‘Wait, what? There’s more to New Zealand than Sauvignon and Pinot?’ Melanie Brown

Now, now – we hear ya. Safe to say Sauvignon is pretty spectacular. It has certainly catapulted New Zealand Wine onto the international stage. We’re not taking away the sheer pleasure of sipping a cool glass of Framingham Sauv on a warm summer’s day. However, it’s not everything that this region has to offer. So let’s look at our top alternative and wines similar to Sauvignon.

What Marlborough has to offer

We associate so much of Marlborough’s production with this grape that sometimes we neglect the underdogs. The Rieslings, Chardonnays, Grüner Veltliners, and Pinot Noirs are amongst the greats. We can thank the zesty Sauvignon whites for 79% of vineyard surface area. It is also 86% of regional production, but why don’t you try something different? Broaden your palate, there are so many great New Zealand wines for you Sauvignon lovers.

We Love Marlborough Sauvignon But There Must Be More

The NEWS? It’s all about Marlborough whites. All of this amazing wine from this little oasis of New Zealand. Explore these varieties and grab yourself a bottle. As much as we all love Marlborough Sauvignon, there’s an entire region to understand. The stoney riverbed soils provide just the right terroir for many other grapes! Sunshine during the day followed by tempering wind, leading to a substantial diurnal temperature variation. Along with the dry autumn, creates a long growing season. Therefore giving the grape time to develop full, expressive varietal character. We reckon Marlborough wine vineyards possess a certain sass appeal for many more grapes than Sauvignon.

So let’s talk options. 

Looking for a change from Sauvignon?

Pinot Gris, Chardonnay, Riesling = perfectly reflecting the region’s purity and vivacity. Styles can range from dry to sweet, taut to lush, including late harvest and botrytised wines. What would we recommend? Framingham F-Series Old Vine Riesling. Showcasing a deliciously balanced old-world style, the palate balances intense flavours of mandarin and ripe apple. Crisp, lively Riesling acidity carries through the dry, lingering finish.

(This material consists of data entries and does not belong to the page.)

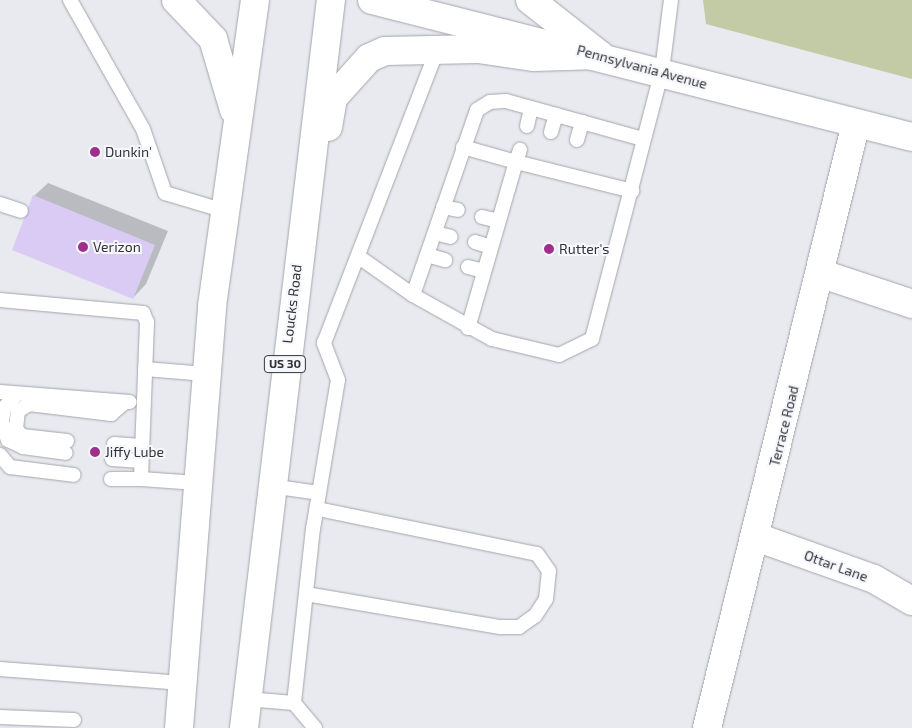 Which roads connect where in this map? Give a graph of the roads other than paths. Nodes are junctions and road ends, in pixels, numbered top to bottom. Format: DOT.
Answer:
graph roads {
  1 [pos="70,0"];
  2 [pos="176,0"];
  3 [pos="255,0"];
  4 [pos="331,0"];
  5 [pos="372,0"];
  6 [pos="530,0"];
  7 [pos="671,0"];
  8 [pos="437,50"];
  9 [pos="600,55"];
  10 [pos="662,71"];
  11 [pos="531,108"];
  12 [pos="556,115"];
  13 [pos="237,121"];
  14 [pos="582,122"];
  15 [pos="856,123"];
  16 [pos="527,126"];
  17 [pos="551,132"];
  18 [pos="912,137"];
  19 [pos="644,139"];
  20 [pos="576,140"];
  21 [pos="463,147"];
  22 [pos="518,156"];
  23 [pos="632,191"];
  24 [pos="0,204"];
  25 [pos="443,207"];
  26 [pos="458,210"];
  27 [pos="21,211"];
  28 [pos="225,212"];
  29 [pos="482,217"];
  30 [pos="499,221"];
  31 [pos="301,231"];
  32 [pos="434,233"];
  33 [pos="451,237"];
  34 [pos="475,242"];
  35 [pos="491,247"];
  36 [pos="427,255"];
  37 [pos="359,257"];
  38 [pos="445,260"];
  39 [pos="468,267"];
  40 [pos="484,271"];
  41 [pos="822,274"];
  42 [pos="414,295"];
  43 [pos="0,300"];
  44 [pos="912,304"];
  45 [pos="468,328"];
  46 [pos="145,369"];
  47 [pos="206,374"];
  48 [pos="0,392"];
  49 [pos="17,394"];
  50 [pos="143,402"];
  51 [pos="124,403"];
  52 [pos="141,446"];
  53 [pos="0,455"];
  54 [pos="141,461"];
  55 [pos="74,475"];
  56 [pos="111,479"];
  57 [pos="141,479"];
  58 [pos="197,483"];
  59 [pos="270,486"];
  60 [pos="319,494"];
  61 [pos="317,509"];
  62 [pos="756,537"];
  63 [pos="306,594"];
  64 [pos="912,601"];
  65 [pos="0,669"];
  66 [pos="182,683"];
  67 [pos="247,699"];
  68 [pos="294,703"];
  69 [pos="0,717"];
  70 [pos="74,720"];
  71 [pos="179,728"];
  72 [pos="244,728"];
  73 [pos="315,728"];
  74 [pos="707,728"];
  1 -- 28 [label="lane"];
  2 -- 13 [label="main road"];
  3 -- 13 [label="main road"];
  4 -- 31 [label="main road, Loucks Road / US 30"];
  5 -- 9 [label="main road, Pennsylvania Avenue"];
  6 -- 9 [label="main road"];
  7 -- 10 [label="lane"];
  8 -- 9 [label="main road"];
  8 -- 31 [label="main road"];
  8 -- 37 [label="lane"];
  9 -- 10 [label="main road, Pennsylvania Avenue"];
  10 -- 15 [label="main road, Pennsylvania Avenue"];
  10 -- 19 [label="lane"];
  11 -- 12 [label="lane"];
  11 -- 16 [label="lane"];
  11 -- 21 [label="lane"];
  12 -- 14 [label="lane"];
  12 -- 17 [label="lane"];
  13 -- 28 [label="main road"];
  14 -- 19 [label="lane"];
  14 -- 20 [label="lane"];
  15 -- 18 [label="main road, Pennsylvania Avenue"];
  15 -- 41 [label="main road, Terrace Road"];
  19 -- 23 [label="lane"];
  21 -- 22 [label="lane"];
  21 -- 25 [label="lane"];
  22 -- 23 [label="lane"];
  22 -- 30 [label="lane"];
  23 -- 45 [label="lane"];
  24 -- 27 [label="lane"];
  25 -- 26 [label="lane"];
  25 -- 32 [label="lane"];
  28 -- 47 [label="main road"];
  29 -- 30 [label="lane"];
  30 -- 35 [label="lane"];
  31 -- 59 [label="main road, Loucks Road / US 30"];
  32 -- 33 [label="lane"];
  32 -- 36 [label="lane"];
  34 -- 35 [label="lane"];
  35 -- 40 [label="lane"];
  36 -- 38 [label="lane"];
  36 -- 42 [label="lane"];
  37 -- 42 [label="lane"];
  37 -- 60 [label="lane"];
  39 -- 40 [label="lane"];
  40 -- 45 [label="lane"];
  41 -- 44 [label="main road"];
  41 -- 62 [label="main road, Terrace Road"];
  42 -- 45 [label="lane"];
  43 -- 46 [label="lane"];
  46 -- 47 [label="lane"];
  46 -- 50 [label="lane"];
  47 -- 58 [label="main road"];
  48 -- 49 [label="lane"];
  49 -- 51 [label="lane"];
  49 -- 51 [label="lane"];
  50 -- 51 [label="lane"];
  50 -- 52 [label="lane"];
  52 -- 54 [label="lane"];
  52 -- 54 [label="lane"];
  53 -- 55 [label="lane"];
  54 -- 57 [label="lane"];
  56 -- 57 [label="lane"];
  57 -- 58 [label="lane"];
  58 -- 66 [label="main road"];
  59 -- 60 [label="lane"];
  59 -- 67 [label="main road, Loucks Road / US 30"];
  60 -- 61 [label="lane"];
  61 -- 63 [label="lane"];
  61 -- 63 [label="lane"];
  62 -- 64 [label="main road, Ottar Lane"];
  62 -- 74 [label="main road, Terrace Road"];
  63 -- 68 [label="lane"];
  65 -- 66 [label="lane"];
  66 -- 71 [label="main road"];
  67 -- 68 [label="lane"];
  67 -- 72 [label="main road, Loucks Road / US 30"];
  68 -- 73 [label="lane"];
  69 -- 70 [label="lane"];
} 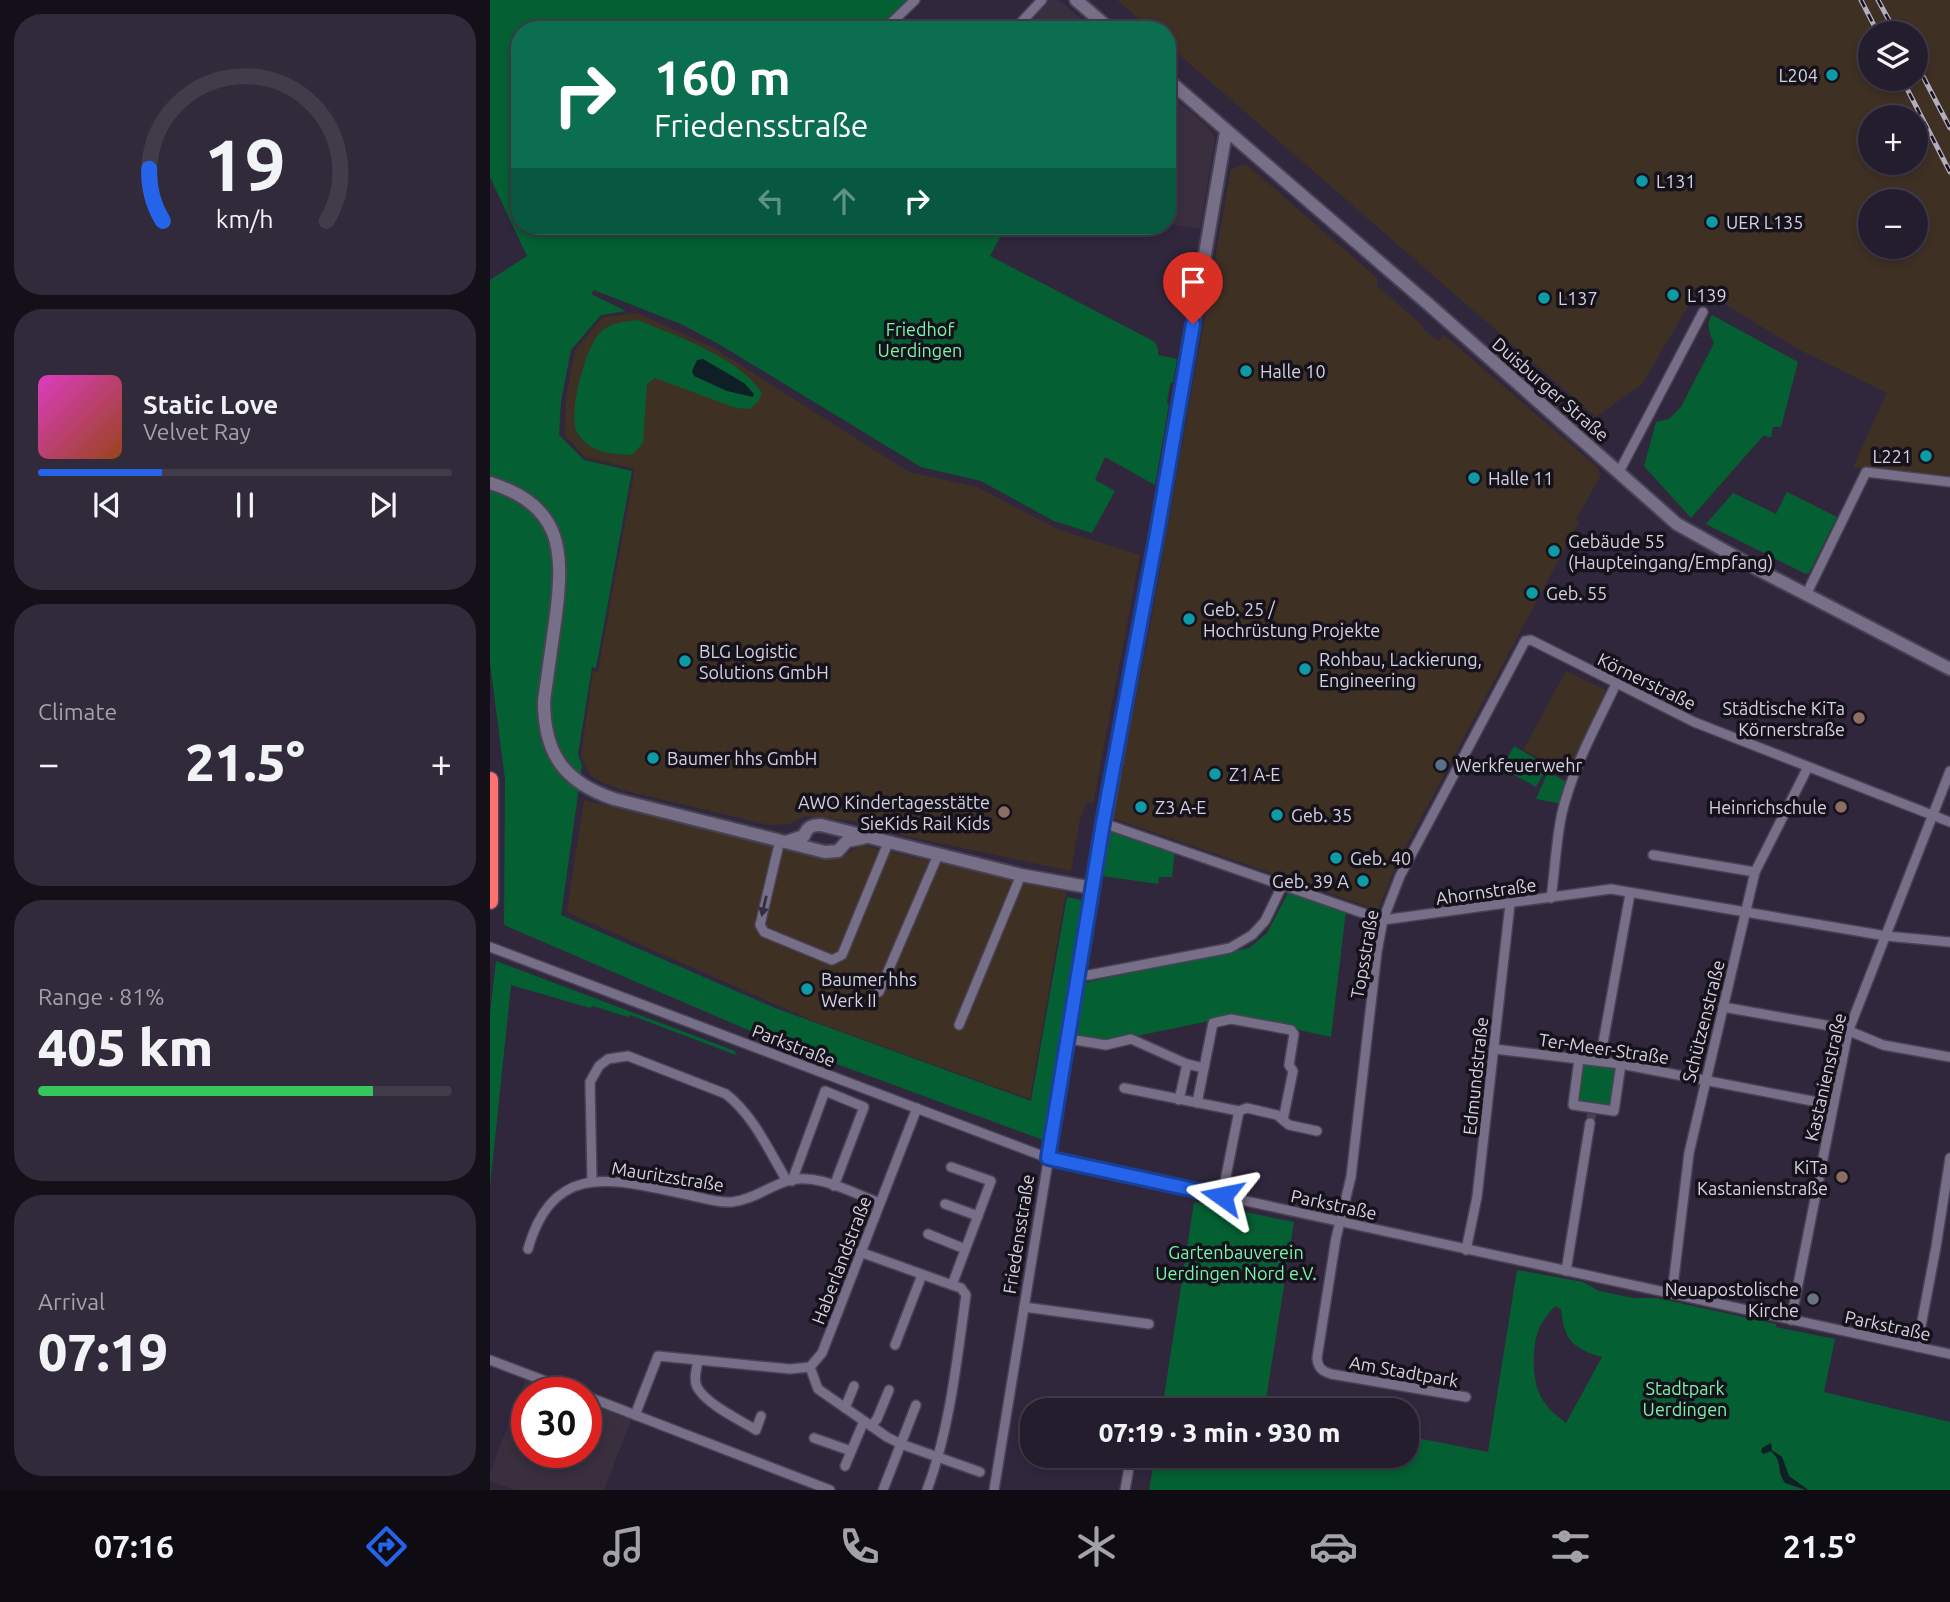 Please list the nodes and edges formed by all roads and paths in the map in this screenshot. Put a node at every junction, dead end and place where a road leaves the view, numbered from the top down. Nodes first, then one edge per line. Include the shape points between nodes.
1 (915, 0) edge
2 (1042, 0) edge
3 (1076, 0) edge
4 (893, 21) edge
5 (1022, 21) edge
6 (1100, 21) edge
7 (1176, 87) edge
8 (1226, 132) junction
9 (1703, 312) dead end
10 (1619, 472) junction
11 (1950, 482) edge
12 (490, 483) edge
13 (1806, 594) junction
14 (1528, 639) joint
15 (1950, 669) edge
16 (1616, 684) junction
17 (1808, 767) junction
18 (1950, 771) edge
19 (490, 780) edge
20 (1933, 816) junction
21 (1950, 822) edge
22 (1103, 823) junction
23 (838, 829) junction
24 (866, 838) junction
25 (783, 841) junction
26 (806, 842) junction
27 (888, 843) junction
28 (838, 851) junction
29 (938, 855) junction
30 (1653, 855) dead end
31 (1755, 872) junction
32 (1021, 875) junction
33 (1282, 886) junction
34 (1093, 888) junction
35 (1630, 894) junction
36 (1551, 898) junction
37 (490, 901) edge
38 (1510, 904) junction
39 (1746, 913) junction
40 (1383, 920) junction
41 (1886, 936) junction
42 (1950, 943) edge
43 (490, 947) edge
44 (1078, 975) junction
45 (879, 992) dead end
46 (1723, 1007) junction
47 (960, 1025) dead end
48 (1848, 1032) junction
49 (1069, 1039) junction
50 (1494, 1049) junction
51 (1602, 1052) junction
52 (1950, 1057) edge
53 (1580, 1059) junction
54 (1187, 1064) junction
55 (1621, 1064) junction
56 (1204, 1068) junction
57 (1705, 1080) junction
58 (1124, 1088) dead end
59 (1179, 1100) junction
60 (1197, 1103) junction
61 (1833, 1105) junction
62 (917, 1108) junction
63 (1240, 1111) junction
64 (1283, 1120) junction
65 (1590, 1123) tunnel mouth
66 (1317, 1131) dead end
67 (1048, 1158) junction
68 (1950, 1158) edge
69 (951, 1167) dead end
70 (592, 1181) junction
71 (790, 1181) junction
72 (834, 1186) junction
73 (1222, 1196) junction
74 (880, 1203) junction
75 (945, 1204) dead end
76 (978, 1216) junction
77 (1340, 1222) junction
78 (928, 1234) dead end
79 (965, 1249) junction
80 (528, 1250) dead end
81 (1465, 1250) junction
82 (860, 1252) junction
83 (1566, 1271) junction
84 (922, 1275) junction
85 (952, 1285) junction
86 (1672, 1294) junction
87 (1024, 1307) junction
88 (1791, 1320) junction
89 (1149, 1324) dead end
90 (895, 1345) dead end
91 (1917, 1347) junction
92 (1950, 1354) edge
93 (490, 1360) edge
94 (698, 1360) junction
95 (810, 1367) junction
96 (535, 1377) edge
97 (854, 1386) dead end
98 (889, 1390) dead end
99 (1466, 1397) dead end
100 (602, 1402) edge
101 (916, 1405) dead end
102 (845, 1408) junction
103 (635, 1415) junction
104 (761, 1416) dead end
105 (868, 1423) junction
106 (814, 1438) dead end
107 (901, 1444) junction
108 (851, 1451) junction
109 (938, 1456) junction
110 (845, 1466) dead end
111 (1129, 1468) edge
112 (980, 1472) dead end
113 (830, 1490) edge
114 (883, 1490) edge
115 (928, 1490) edge
116 (994, 1490) edge
117 (1125, 1490) edge

1 - 4 street
2 - 5 street
3 - 6 main road
7 - 8 main road, Duisburger Straße
8 - 10 main road, Duisburger Straße
8 - 22 main road, Friedensstraße
9 - 10 street
10 - 13 main road, Duisburger Straße via 1677,524
11 - 13 street via 1866,472
12 - 25 main road via 532,504 557,542 560,582 544,716 550,746 565,772 593,792 614,799
13 - 15 main road, Duisburger Straße
14 - 16 street, Körnerstraße
14 - 40 street, Topsstraße via 1400,876
16 - 17 street, Körnerstraße via 1694,722
16 - 36 street via 1570,785
17 - 20 street, Körnerstraße
17 - 31 street, Schützenstraße
18 - 20 street, Kastanienstraße
19 - 37 highway
20 - 21 street, Körnerstraße
20 - 41 street, Kastanienstraße
22 - 33 street, Ahornstraße
22 - 34 main road, Friedensstraße
23 - 24 main road
23 - 26 main road via 813,825
23 - 28 main road via 842,838
24 - 27 main road
24 - 28 main road via 847,841
25 - 26 main road
25 -> 27 street via 760,925 764,932 832,960 842,955
26 - 28 main road via 825,852
27 - 29 main road
29 - 32 main road
29 - 45 street
30 - 31 street
31 - 39 street, Schützenstraße
32 - 34 main road
32 - 47 street
33 - 40 street, Ahornstraße
33 - 44 street via 1265,920 1252,935 1230,948
34 - 44 street, Friedensstraße
35 - 36 street, Ahornstraße via 1611,889
35 - 39 street, Ahornstraße
35 - 51 street
36 - 38 street, Ahornstraße
38 - 40 street, Ahornstraße
38 - 50 street, Edmundstraße
39 - 41 street, Ahornstraße
39 - 46 street, Schützenstraße
40 - 77 street, Topsstraße via 1351,1177
41 - 42 street, Ahornstraße
41 - 48 street, Kastanienstraße
43 - 62 street, Parkstraße
44 - 49 street, Friedensstraße
46 - 48 street
46 - 57 street, Schützenstraße
48 - 52 street via 1883,1045
48 - 61 street, Kastanienstraße
49 - 54 street via 1105,1045 1131,1040
49 - 67 street, Friedensstraße
50 - 53 street, Ter-Meer-Straße
50 - 81 street, Edmundstraße via 1477,1197
51 - 53 street, Ter-Meer-Straße
51 - 55 street, Ter-Meer-Straße
53 - 55 street via 1573,1105 1592,1110 1614,1111
54 - 56 street
54 - 59 street
55 - 57 street, Ter-Meer-Straße
56 - 60 street
56 - 64 street via 1213,1023 1231,1019 1291,1030 1294,1040 1289,1065 1293,1071
57 - 61 street, Ter-Meer-Straße
57 - 86 street, Schützenstraße via 1689,1153
58 - 59 street
59 - 60 street
60 - 63 street
61 - 88 street, Kastanienstraße
62 - 67 street, Parkstraße
62 - 74 street, Haberlandstraße
63 - 64 street via 1247,1108
63 - 73 street
64 - 66 street
65 - 83 street
67 - 73 street, Parkstraße
67 - 87 street, Friedensstraße
68 - 91 street
69 - 76 street via 990,1181
70 - 71 street, Mauritzstraße via 614,1180 732,1202
70 - 71 street via 590,1082 599,1066 618,1056 640,1060 726,1094 749,1116
70 - 80 street, Mauritzstraße via 558,1196 545,1210
71 - 72 street via 805,1178
71 - 72 street via 825,1091 864,1107
72 - 74 street
73 - 77 street, Parkstraße
74 - 82 street, Haberlandstraße
75 - 76 street
76 - 79 street
77 - 81 street, Parkstraße
77 - 99 street, Am Stadtpark via 1318,1365 1322,1371
78 - 79 street
79 - 85 street
81 - 83 street, Parkstraße
82 - 84 street
82 - 95 street, Haberlandstraße via 822,1353
83 - 86 street, Parkstraße
84 - 85 street
84 - 90 street
85 - 109 street via 966,1295
86 - 88 street, Parkstraße
87 - 89 street, Friedensstraße
87 - 116 street, Friedensstraße
88 - 91 street, Parkstraße
91 - 92 street, Parkstraße
93 - 96 street
94 - 95 street
94 - 103 street via 658,1356
94 - 104 street via 695,1380 714,1404 756,1430
95 - 102 street via 818,1389
97 - 102 street
98 - 105 street via 877,1419
100 - 103 street
101 - 107 street
102 - 105 street
103 - 113 street
105 - 107 street
105 - 108 street
106 - 108 street
107 - 109 street
107 - 114 street
108 - 110 street
109 - 112 street
109 - 115 street
111 - 117 street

Love Marlborough Region Flavours?

I want more. Don’t we all. If you’re feeling fancy, maybe it’s time to pop open the bubbles? Our go to is Nautilus Estate Classic Cuvée. Nutty, rich & elegant. Brioche aromas coupled with tropical fruit flavours. Great texture, a creamy back bone & well rounded finish. Perfect bubbles for any occasion. Need we say more?

Tailoring to Your Tastebuds

Some Austrian talk here, prepare yourselves. Grüner Veltliner literally means ‘a green grape from the village of Veltlin in the Tirol’. Yeah don’t worry I’m hella confused too. BUT, fear not, just because you don’t understand, try new things; like our top pick from Nautilus Estate. It’s sure to tickle your tastebuds in all the right ways.

New Zealand’s Red Wines

In the mood for a red? You can drink a red wine chilled, just be careful how you go about it. If you need more info on how to chill, what to chill and for how long, then check out our blog here on chilling red wine. Pinot’s have been increasing in popularity as committed growers refine both clones and sites. They usually display dark cherry and plum flavours, with a red-fruited spicy background. Our recommendations? No other than Dog Point Pinot Noir, or equally a Greywacke Pinot Noir to satisfy all your red needs.

Let’s talk locations.

Marlborough Wine Locations

Marlborough is full of sunshine, moderate temperatures and strong diurnal variation. This causes a great intensity of fruit produced. The eastern coastal aspect bestows cooling sea breezes and protective mountains, providing relief from extreme rain and wind.

More to New Zealand Other Than Sauvignon

The summary? Strengthen your palate by trying a Riesling or Pinot Gris from Marlborough. I promise it will still satisfy all your New Zealand needs.